Have you considered buying a home and are you looking for the most appropriate way to finance your purchase? If you have investigated the subject, surely you will hear concepts like loan and mortgage credit , two terms that are often used interchangeably but that you should know how to differentiate.
What financing formulas can you use when buying your home?
The purchase of your home will probably be the most important financial operation you do in your entire life. Prices are high, so few people can opt to pay the full price of their new cash home. The way of financing is then opened. What options do you have?
- Family personal loan: that a relative (usually the parents) lend you the purchase amount is a way of obtaining enough money without having to resort to the bank and, normally, without the need to pay interest. If you choose this route, be sure to formalize the loan properly, so as not to have problems with the Treasury in your statement.
- Rent with option to buy: in this case, you rent a house that you will buy later, with which part of the money invested in the payment of the rental fees will be deducted from the purchase price.
- Mortgage loan or loan: it is the most common option, in which you turn to a bank that lends you the money and you return it in monthly installments.
Differences between loan and mortgage credit
Well, the objective of both tools is to obtain financing, but they differ in several aspects:
- On the one hand, the mortgage loan is closed. In it, the bank lends you a fixed amount of money that you will be returning periodically in small amounts (installments) during the agreed term. In this case, from the first moment the date on which the debt will be paid, the interest and, ultimately, the total cost of the operation will be fixed. If you wanted to change the conditions of this contract you would have to make a novation (for example, if you want to extend the term or the amount borrowed).
- In the mortgage loan , however, the bank sets a limit on the maximum amount it is willing to lend you. For your part, you have the possibility to decide, for a predetermined time, if you want to make use of the money in part or in its entirety. Normally the interest rate is higher in the credits, and you should also review the differences in commissions or subrogation conditions.
Both have a mortgage guarantee that is nothing more than placing a property as a guarantee for the payment of the debt in case it cannot be met at some time.
What types of mortgage loans / credits exist?

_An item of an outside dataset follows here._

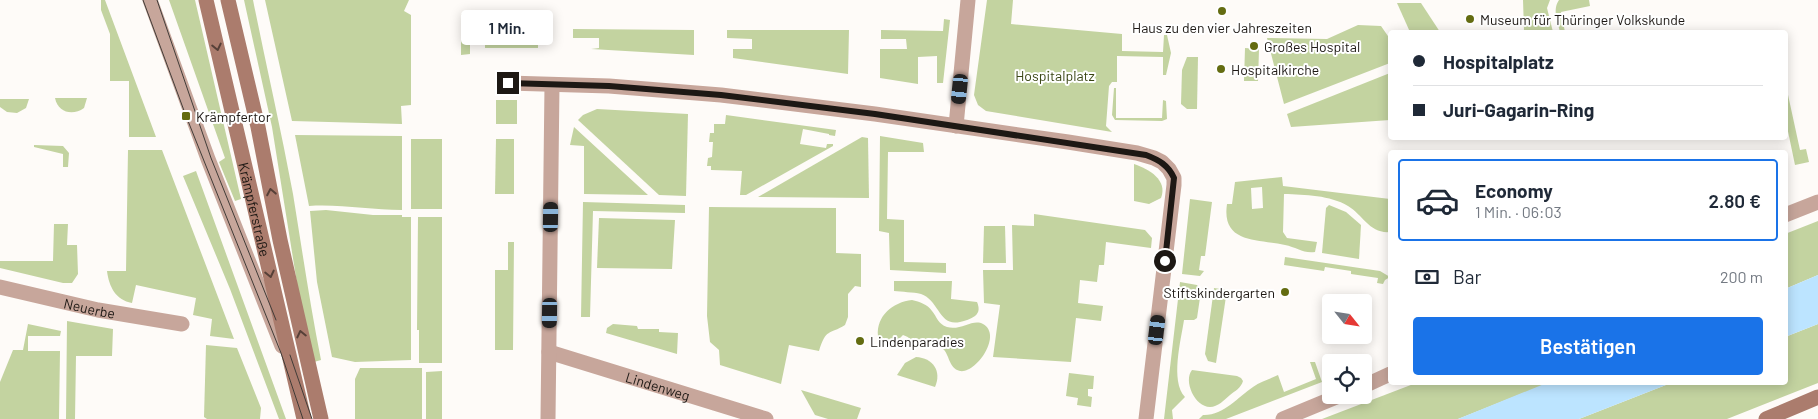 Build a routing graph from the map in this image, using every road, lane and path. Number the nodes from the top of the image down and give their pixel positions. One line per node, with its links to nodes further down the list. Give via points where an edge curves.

If you have already begun to inform yourself, you will have seen that there are many different types of mortgages. Therefore, one of the parameters that you can use to put a little order in so much information is the interest rate, which is the percentage you will pay to the bank for lending you the money. In this way, you will see that there are three main types of financing:
- Fixed-rate mortgage financing is one in which the interest rate does not vary within the stipulated duration of the same. That is, you will pay the same every month until you finish paying the mortgage.
- In the variable rate mortgage you will also pay the monthly installments, but from time to time (normally 6 months) the installments will be reviewed depending on the interest rate at that time. In our country, most of the mortgages that are signed are variable.
- There are also mixed mortgages that are becoming very popular and that are a mixture of the previous two. In this case, you start paying a fixed interest rate over a term, and when the rate ends it becomes variable. Imagine signing a thirty-year mortgage, of which the first ten have a fixed rate and from the eleventh it is variable.
On the other hand, you can also differentiate mortgages based on the fee set.
- There are those of constant quota in these that remains unchanged for a period that is usually six months or a year and, at the end of this, the same is recalculated. They are the most commercialized mortgages in our country.
- There are also the armored installment , in which even having the variable interest rate, the constant quota is maintained for all the years of the mortgage.
- Finally, there are those of increasing quota , in which a certain fixed percentage will grow every year, which is usually between 1-2% per year. Variable interest changes will also occur in each review.
Keys to opt for the most convenient financing
As you have seen, there are many different types of financing and, within mortgage loans and credits, a wide range of possibilities. Therefore, it is very important that you have clear concepts when requesting one type or another, since you are going to commit for a long time. Informing you correctly to make the best possible decision. Start taking into account the purpose of the mortgage and the initial budget you have.
Once this is done, review the interest rates, as well as the types of fees that you can opt for. In this way, you will choose the option that best suits your needs.